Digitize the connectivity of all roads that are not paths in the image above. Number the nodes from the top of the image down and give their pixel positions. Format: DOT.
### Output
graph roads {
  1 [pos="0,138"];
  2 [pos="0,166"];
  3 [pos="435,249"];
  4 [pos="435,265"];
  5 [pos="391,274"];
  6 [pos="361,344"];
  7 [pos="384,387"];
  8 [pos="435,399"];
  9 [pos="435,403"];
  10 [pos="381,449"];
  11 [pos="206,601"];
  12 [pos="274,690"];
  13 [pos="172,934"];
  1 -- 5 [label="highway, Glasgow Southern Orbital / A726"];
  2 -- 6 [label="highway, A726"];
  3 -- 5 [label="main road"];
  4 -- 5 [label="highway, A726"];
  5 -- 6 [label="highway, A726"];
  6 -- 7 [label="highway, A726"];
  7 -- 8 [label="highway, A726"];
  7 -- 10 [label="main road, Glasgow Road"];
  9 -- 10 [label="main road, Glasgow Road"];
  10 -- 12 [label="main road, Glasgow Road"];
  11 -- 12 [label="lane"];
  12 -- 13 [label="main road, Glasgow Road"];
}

:::

Directions: Once more and in full, please write out the listing above exactly.

Result of the exercise:
Digitize the connectivity of all roads that are not paths in the image above. Number the nodes from the top of the image down and give their pixel positions. Format: DOT.
### Output
graph roads {
  1 [pos="0,138"];
  2 [pos="0,166"];
  3 [pos="435,249"];
  4 [pos="435,265"];
  5 [pos="391,274"];
  6 [pos="361,344"];
  7 [pos="384,387"];
  8 [pos="435,399"];
  9 [pos="435,403"];
  10 [pos="381,449"];
  11 [pos="206,601"];
  12 [pos="274,690"];
  13 [pos="172,934"];
  1 -- 5 [label="highway, Glasgow Southern Orbital / A726"];
  2 -- 6 [label="highway, A726"];
  3 -- 5 [label="main road"];
  4 -- 5 [label="highway, A726"];
  5 -- 6 [label="highway, A726"];
  6 -- 7 [label="highway, A726"];
  7 -- 8 [label="highway, A726"];
  7 -- 10 [label="main road, Glasgow Road"];
  9 -- 10 [label="main road, Glasgow Road"];
  10 -- 12 [label="main road, Glasgow Road"];
  11 -- 12 [label="lane"];
  12 -- 13 [label="main road, Glasgow Road"];
}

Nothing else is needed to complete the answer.